As Liverpool’s slow start to the season and games continues, what can The Reds do to turn their fortunes around?

 

THE 2003-4 season was a dark time for The Reds.

We finished with 60 points from 28 games, fifteen behind United in third and a full thirty behind Chelsea. On February 28, 2004, Chelsea left the City of Manchester stadium with all three points. Had they declared that night and decided not to bother with the remaining 11 league fixtures, they still would have finished above Gerard Houllier’s men come May.

Save for taking six points off us, Chelsea had little impact on our poor form then. We needed little help for that. Five league defeats at Anfield matched with another five away and home draws against Fulham, Everton, Newcastle and Spurs. An awful season.

What I remember most from that time was my mate looking at the weekend’s fixtures and predicting draw after draw. The expression he used was ‘we’ll equalise first’.

That was the culture with much of the latter Houllier period. If we scored, we might get a draw. If we went a goal down, we might get a draw but no more. Everything was calibrated downwards.

So far this season Liverpool have led for about 20 seconds against Newcastle and for well over 90 minutes against Scott Cardigan.

It’s cliched to suggest that goals change games but they do so much to a crowd. I think I got to about 70 minutes of the derby before the Houllier-esque inevitability of a draw took over my thoughts and subsequent enjoyment of the game.

Liverpool's goalkeeper Alisson Becker looks dejected as Everton score a goal, but it is disallowed, during the FA Premier League match between Everton FC and Liverpool FC, the 241st Merseyside Derby, at Goodison Park

There was no new level to go to. Liverpool haven’t been especially awful (maybe Old Trafford), but nor have we been electrifying, save for the Bournemouth game. Saturday was like watching a play where everyone knew the ending but felt compelled to sit through it all the same.

Kev Walsh made an excellent point on the Post-Match Show. Actually, he made two as his last second analysis on Conor Coady was bang on the money, but his argument that the only difference between the Newcastle performance and Saturday was Fabio Carvalho’s winner was absolutely right.

As much as we enjoyed the win last Wednesday, it did little other than paper over the cracks of another turgid performance. Mo Salah and Luis Diaz were too wide, we over-hit passes, wasted opportunities and the left back didn’t last the game again. Rinse and repeat.

Bournemouth was different because of the two early goals. The crowd can relax immediately at that point and change the mindset from the accrual of points to the extension of goal difference.

You can learn so much about a team by how they deal with going behind. The problem is that hasn’t happened to Liverpool that often.
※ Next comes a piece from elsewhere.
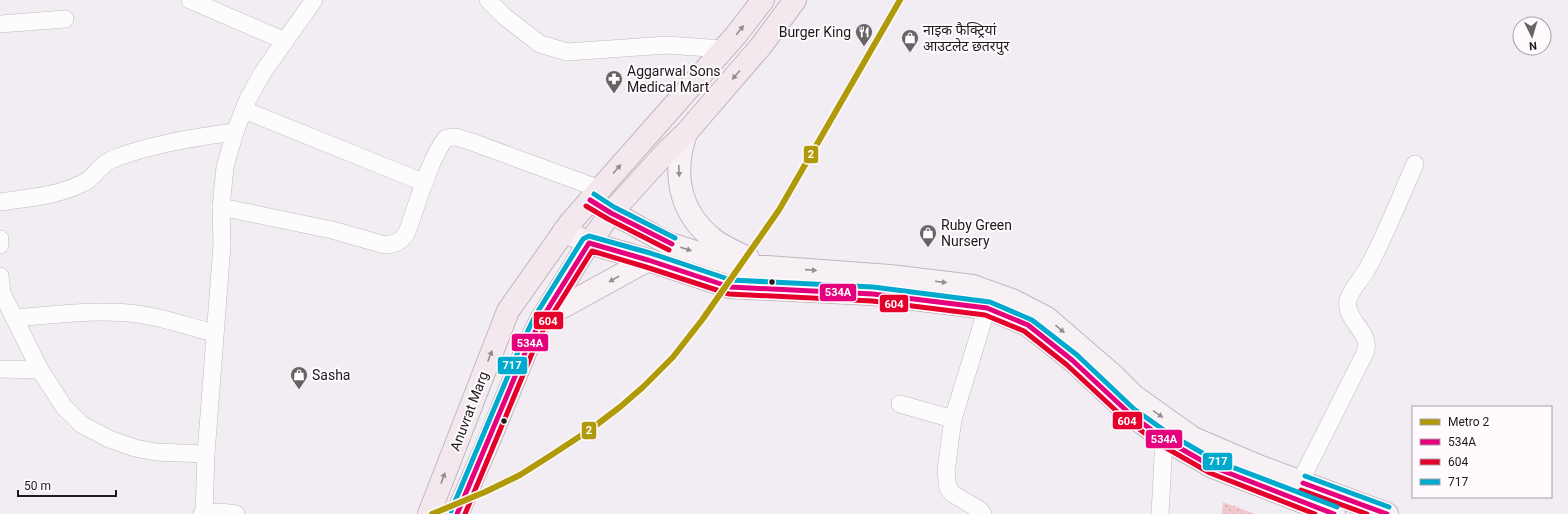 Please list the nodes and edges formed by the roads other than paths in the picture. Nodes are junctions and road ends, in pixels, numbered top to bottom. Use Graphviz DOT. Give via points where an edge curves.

True, there were the famous last-minute winners at Aston Villa, Wolves, Norwich and Everton again in the Klopp era, but it’s not something we’re especially used to.

Liverpool are having to learn something new while simultaneously tinkering with a new shape, a new striker and playing the best striker in the world next to the ball boy instead of in the box.

And we have to win everything now. Have to. Man City are wellying everyone and will do so for a while.

Manchester City's Erling Haaland during the pre-match warm-up before the FA Community Shield friendly match between Liverpool FC and Manchester City FC at the King Power Stadium

They’ve been behind twice already this season and on both occasions, it was by a couple of goals. Still unbeaten.

The expectations on this side don’t help. That should also be the case as we’re Liverpool, but it can get in the way when we still haven’t taken the lead and the floodlights are on.

Maybe that’s what makes the Napoli game so different. We don’t have to win that one. Well, of course we do — no runners and all that — but a draw is a decent result there. The bookies have made us favourites to win, but the pressure will be a little more relaxed from a results and performance point of view. Liverpool might play like they’re not under a microscope. I bloody hope so.

Sounds simple, doesn’t it? Just score early and we’ll be sound. But it’s more than that.

Jurgen Klopp’s Liverpool are fantastic at controlling a game from an advantage. The script against Bournemouth was so much different from the other games because we’ve been chasing the game rather than managing it. If Luiz’s shot goes in at Goodison we win. I’ve no doubt about that. But it didn’t. Draw.

‘Control’ was a Rafa Benitez word. His credo never changed. Take a hold of the game, use it against your opponents and keep on it till the points are dished out. Our games have looked too much like basketball matches this season.

Personnel has much to do with that. Control comes from midfield and ours has been an ongoing experiment. Maybe with Thiago coming back in along with Arthur (I still see him as ‘Lemo’ rather than ‘Melo’ for some reason) we’ll get a firmer grip on things there.

Liverpool's new signing Arthur Melo during the pre-match warm-up before the FA Premier League match between Everton FC and Liverpool FC, the 241st Merseyside Derby, at Goodison Park

Maybe Jurgen plays four in the middle of the park with Luis as an orthodox winger if he wants to look at Nunez more than Firmino and we can take a hold there, but that’s to the detriment of the full backs. There’s no easy answer.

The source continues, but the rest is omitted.